[Work to complete]: What lines of the data hold the string "image"? Pull each one out.

[Data shown]:
────────

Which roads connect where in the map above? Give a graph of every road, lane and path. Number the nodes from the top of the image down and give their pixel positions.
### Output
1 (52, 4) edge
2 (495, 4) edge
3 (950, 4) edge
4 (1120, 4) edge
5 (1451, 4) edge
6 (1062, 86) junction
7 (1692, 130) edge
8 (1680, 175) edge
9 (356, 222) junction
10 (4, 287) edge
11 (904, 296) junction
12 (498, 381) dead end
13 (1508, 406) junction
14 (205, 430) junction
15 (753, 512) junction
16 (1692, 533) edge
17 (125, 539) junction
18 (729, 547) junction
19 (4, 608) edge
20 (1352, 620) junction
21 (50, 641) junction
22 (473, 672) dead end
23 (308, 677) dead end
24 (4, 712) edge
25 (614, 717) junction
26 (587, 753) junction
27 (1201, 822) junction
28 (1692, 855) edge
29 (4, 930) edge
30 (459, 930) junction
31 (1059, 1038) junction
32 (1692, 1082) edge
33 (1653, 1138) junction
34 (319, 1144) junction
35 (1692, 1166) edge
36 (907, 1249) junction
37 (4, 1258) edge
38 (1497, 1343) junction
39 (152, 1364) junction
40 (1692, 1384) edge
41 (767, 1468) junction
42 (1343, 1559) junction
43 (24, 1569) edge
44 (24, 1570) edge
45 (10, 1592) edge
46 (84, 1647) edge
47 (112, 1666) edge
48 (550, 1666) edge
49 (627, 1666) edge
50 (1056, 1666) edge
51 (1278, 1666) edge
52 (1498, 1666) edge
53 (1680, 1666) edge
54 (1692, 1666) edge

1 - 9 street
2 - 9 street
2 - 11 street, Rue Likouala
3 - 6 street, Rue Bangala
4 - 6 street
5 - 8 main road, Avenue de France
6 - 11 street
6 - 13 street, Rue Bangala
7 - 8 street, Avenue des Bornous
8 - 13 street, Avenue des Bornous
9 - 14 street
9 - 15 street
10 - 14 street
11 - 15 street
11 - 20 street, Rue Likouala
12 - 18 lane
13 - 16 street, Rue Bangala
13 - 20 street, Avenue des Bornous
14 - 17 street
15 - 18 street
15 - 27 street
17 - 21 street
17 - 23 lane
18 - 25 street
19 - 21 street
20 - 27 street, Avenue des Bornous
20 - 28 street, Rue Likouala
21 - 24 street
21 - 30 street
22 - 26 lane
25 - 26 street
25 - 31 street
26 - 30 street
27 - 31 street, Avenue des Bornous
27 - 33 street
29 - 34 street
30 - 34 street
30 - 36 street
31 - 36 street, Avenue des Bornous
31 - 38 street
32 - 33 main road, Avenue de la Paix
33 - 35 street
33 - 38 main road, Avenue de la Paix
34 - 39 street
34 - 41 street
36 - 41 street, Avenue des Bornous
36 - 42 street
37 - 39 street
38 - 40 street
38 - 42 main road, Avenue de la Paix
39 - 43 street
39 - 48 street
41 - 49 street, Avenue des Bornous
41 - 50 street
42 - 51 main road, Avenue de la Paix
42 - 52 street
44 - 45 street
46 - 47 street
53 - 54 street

────────

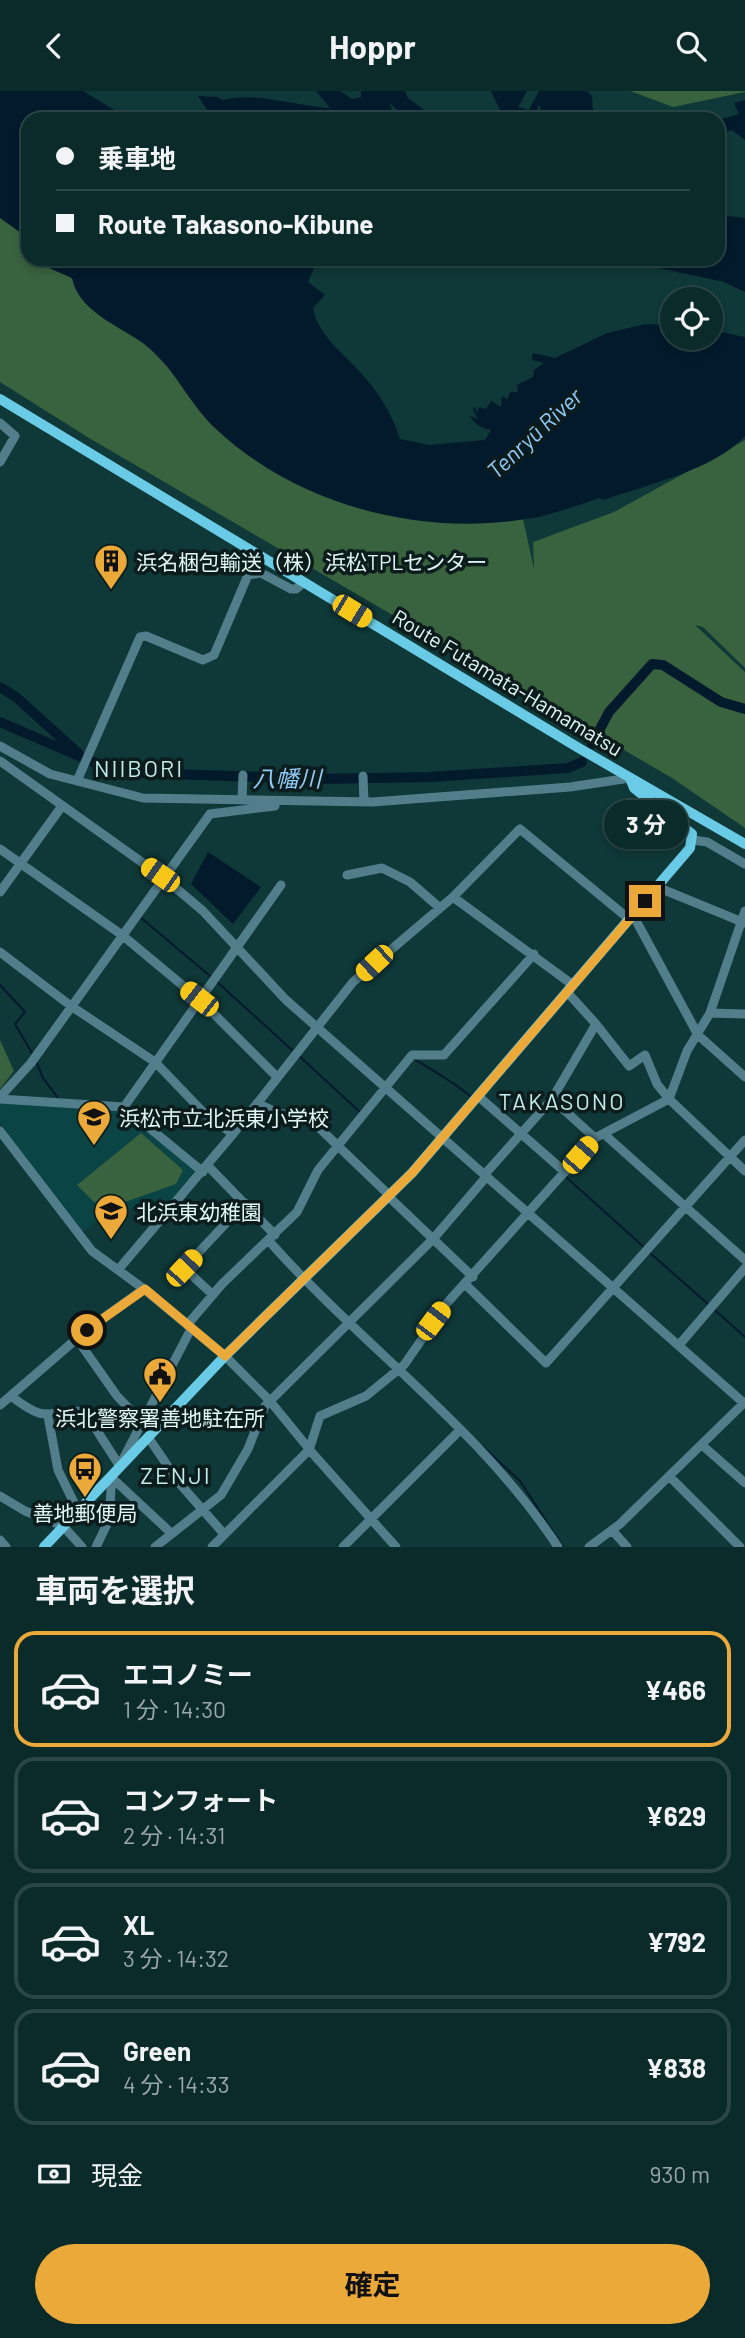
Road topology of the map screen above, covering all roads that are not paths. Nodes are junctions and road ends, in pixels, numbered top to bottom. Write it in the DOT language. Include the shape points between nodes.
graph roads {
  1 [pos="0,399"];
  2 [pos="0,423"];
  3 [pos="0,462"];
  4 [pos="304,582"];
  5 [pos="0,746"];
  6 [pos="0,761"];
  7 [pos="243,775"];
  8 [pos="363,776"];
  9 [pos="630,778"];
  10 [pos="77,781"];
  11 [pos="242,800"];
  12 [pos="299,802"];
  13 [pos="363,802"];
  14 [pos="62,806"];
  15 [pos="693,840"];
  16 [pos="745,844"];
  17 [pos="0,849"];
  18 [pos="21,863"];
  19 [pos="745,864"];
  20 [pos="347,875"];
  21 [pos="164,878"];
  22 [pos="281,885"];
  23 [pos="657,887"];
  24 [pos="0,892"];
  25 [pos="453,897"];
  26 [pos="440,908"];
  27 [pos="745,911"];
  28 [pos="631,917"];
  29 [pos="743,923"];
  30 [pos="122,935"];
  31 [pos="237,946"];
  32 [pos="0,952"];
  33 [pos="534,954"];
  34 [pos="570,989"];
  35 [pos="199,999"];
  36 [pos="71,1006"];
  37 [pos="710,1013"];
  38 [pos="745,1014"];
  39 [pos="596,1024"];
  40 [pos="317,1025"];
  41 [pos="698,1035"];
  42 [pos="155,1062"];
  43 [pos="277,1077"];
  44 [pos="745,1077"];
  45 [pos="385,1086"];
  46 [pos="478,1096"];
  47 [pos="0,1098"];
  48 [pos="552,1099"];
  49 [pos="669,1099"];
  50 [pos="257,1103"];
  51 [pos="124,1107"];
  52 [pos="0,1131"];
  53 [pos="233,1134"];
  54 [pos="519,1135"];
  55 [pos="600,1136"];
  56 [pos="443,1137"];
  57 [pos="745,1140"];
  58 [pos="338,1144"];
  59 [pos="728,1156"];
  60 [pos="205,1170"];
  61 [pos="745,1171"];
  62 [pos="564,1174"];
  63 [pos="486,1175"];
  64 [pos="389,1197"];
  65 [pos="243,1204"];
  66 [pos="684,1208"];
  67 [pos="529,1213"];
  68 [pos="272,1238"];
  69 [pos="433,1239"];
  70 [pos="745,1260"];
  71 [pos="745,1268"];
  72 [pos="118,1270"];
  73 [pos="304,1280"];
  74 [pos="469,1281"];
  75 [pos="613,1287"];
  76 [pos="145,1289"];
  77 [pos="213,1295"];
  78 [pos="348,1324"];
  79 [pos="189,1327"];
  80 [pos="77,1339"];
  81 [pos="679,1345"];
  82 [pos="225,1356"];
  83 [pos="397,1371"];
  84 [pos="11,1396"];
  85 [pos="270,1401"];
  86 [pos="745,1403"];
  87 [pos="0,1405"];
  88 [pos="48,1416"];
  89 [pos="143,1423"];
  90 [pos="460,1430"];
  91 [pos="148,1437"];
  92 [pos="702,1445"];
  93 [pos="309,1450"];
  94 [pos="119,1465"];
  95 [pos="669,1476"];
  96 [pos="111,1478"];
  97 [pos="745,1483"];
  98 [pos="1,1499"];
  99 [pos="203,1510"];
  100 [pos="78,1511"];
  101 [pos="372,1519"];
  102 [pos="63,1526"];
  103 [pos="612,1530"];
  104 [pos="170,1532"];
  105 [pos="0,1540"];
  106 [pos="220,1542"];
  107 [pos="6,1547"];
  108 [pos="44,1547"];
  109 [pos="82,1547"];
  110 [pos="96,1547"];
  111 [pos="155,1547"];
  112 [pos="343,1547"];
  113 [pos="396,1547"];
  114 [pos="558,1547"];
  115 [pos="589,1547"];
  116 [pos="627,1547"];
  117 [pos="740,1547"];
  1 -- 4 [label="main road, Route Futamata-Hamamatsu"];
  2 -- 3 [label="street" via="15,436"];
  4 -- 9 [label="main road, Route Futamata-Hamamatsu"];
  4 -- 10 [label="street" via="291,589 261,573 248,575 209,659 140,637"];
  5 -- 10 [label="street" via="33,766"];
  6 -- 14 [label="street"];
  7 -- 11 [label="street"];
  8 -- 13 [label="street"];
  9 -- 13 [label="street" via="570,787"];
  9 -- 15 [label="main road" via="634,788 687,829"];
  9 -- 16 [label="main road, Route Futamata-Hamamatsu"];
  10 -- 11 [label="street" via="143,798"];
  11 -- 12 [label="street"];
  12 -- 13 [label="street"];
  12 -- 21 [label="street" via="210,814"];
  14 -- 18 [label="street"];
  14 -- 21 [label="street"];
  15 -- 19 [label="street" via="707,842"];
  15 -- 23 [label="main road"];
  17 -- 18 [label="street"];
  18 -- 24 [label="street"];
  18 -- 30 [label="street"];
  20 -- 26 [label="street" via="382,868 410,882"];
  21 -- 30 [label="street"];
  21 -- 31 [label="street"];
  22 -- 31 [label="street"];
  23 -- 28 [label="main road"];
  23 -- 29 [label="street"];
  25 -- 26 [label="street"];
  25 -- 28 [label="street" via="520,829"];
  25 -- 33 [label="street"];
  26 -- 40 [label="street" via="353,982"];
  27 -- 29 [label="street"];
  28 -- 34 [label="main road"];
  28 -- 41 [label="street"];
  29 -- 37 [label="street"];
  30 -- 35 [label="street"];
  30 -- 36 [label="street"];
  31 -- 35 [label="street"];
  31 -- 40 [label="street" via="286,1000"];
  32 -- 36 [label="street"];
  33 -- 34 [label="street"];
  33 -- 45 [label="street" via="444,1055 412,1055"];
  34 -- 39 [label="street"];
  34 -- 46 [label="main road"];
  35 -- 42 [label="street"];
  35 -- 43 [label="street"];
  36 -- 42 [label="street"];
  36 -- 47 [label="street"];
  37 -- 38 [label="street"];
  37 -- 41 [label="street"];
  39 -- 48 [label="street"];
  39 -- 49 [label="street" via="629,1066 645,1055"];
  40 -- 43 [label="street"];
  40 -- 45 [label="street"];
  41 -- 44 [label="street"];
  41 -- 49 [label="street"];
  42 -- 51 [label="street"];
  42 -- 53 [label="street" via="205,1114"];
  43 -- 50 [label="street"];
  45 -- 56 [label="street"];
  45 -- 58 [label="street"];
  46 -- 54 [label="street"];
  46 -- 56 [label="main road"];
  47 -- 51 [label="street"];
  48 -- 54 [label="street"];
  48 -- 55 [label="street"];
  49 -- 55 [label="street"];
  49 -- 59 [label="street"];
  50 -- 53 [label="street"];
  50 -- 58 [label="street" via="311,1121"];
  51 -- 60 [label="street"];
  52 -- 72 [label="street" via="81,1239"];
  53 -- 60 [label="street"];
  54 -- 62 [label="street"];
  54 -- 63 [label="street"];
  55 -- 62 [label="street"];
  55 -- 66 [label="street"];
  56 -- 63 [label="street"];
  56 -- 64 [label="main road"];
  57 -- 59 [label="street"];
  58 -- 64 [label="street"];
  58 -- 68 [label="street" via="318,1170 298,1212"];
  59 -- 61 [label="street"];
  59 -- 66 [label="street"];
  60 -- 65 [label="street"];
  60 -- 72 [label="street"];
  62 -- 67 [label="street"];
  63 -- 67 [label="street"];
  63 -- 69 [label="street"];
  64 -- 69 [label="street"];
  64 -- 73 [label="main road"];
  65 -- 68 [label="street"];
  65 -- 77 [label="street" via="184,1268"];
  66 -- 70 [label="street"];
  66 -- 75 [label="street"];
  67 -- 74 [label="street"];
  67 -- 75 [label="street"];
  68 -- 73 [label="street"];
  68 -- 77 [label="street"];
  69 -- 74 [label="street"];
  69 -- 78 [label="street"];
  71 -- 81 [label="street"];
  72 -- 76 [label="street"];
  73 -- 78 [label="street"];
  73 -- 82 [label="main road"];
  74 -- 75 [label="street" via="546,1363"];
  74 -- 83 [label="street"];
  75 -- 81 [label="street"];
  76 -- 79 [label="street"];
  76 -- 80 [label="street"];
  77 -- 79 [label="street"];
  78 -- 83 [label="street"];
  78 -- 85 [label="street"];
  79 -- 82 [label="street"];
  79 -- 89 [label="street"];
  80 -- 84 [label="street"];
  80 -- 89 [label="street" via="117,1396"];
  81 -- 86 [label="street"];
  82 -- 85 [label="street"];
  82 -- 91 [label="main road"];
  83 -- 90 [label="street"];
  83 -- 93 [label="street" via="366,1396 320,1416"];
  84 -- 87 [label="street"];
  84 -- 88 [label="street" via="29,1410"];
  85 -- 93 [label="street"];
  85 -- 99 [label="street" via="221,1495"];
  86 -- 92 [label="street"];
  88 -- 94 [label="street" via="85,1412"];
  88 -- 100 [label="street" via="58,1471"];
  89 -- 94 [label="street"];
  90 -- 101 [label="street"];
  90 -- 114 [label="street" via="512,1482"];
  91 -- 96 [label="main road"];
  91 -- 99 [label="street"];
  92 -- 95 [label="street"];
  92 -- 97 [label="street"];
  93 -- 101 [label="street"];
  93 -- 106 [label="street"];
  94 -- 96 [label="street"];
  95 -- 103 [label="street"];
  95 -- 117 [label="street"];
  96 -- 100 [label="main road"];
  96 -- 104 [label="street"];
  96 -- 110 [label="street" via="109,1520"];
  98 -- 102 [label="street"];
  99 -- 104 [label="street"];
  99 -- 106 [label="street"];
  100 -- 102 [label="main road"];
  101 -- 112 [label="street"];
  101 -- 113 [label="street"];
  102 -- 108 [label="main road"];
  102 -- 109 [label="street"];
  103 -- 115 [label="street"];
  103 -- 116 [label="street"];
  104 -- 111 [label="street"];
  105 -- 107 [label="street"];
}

────────

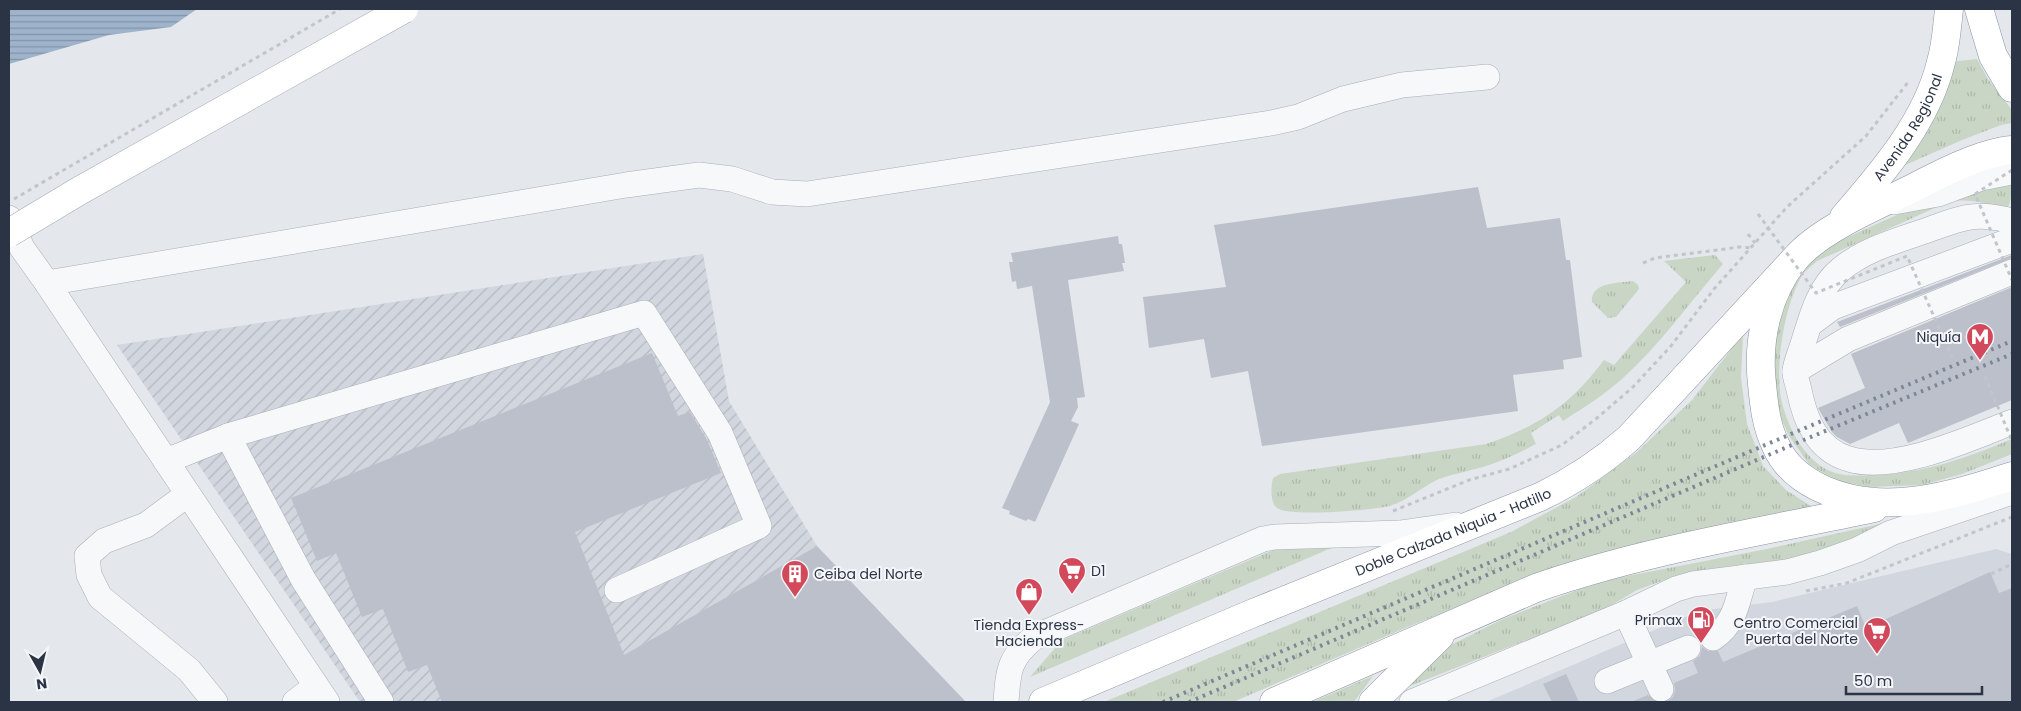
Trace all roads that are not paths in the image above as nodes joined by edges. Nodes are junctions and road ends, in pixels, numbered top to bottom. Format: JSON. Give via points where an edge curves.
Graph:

────────

[Expected output]:
Which roads connect where in the map above? Give a graph of every road, lane and path. Number the nodes from the top of the image down and give their pixel positions.
Trace all roads that are not paths in the image above as nodes joined by edges. Nodes are junctions and road ends, in pixels, numbered top to bottom. Format: JSON. Give via points where an edge curves.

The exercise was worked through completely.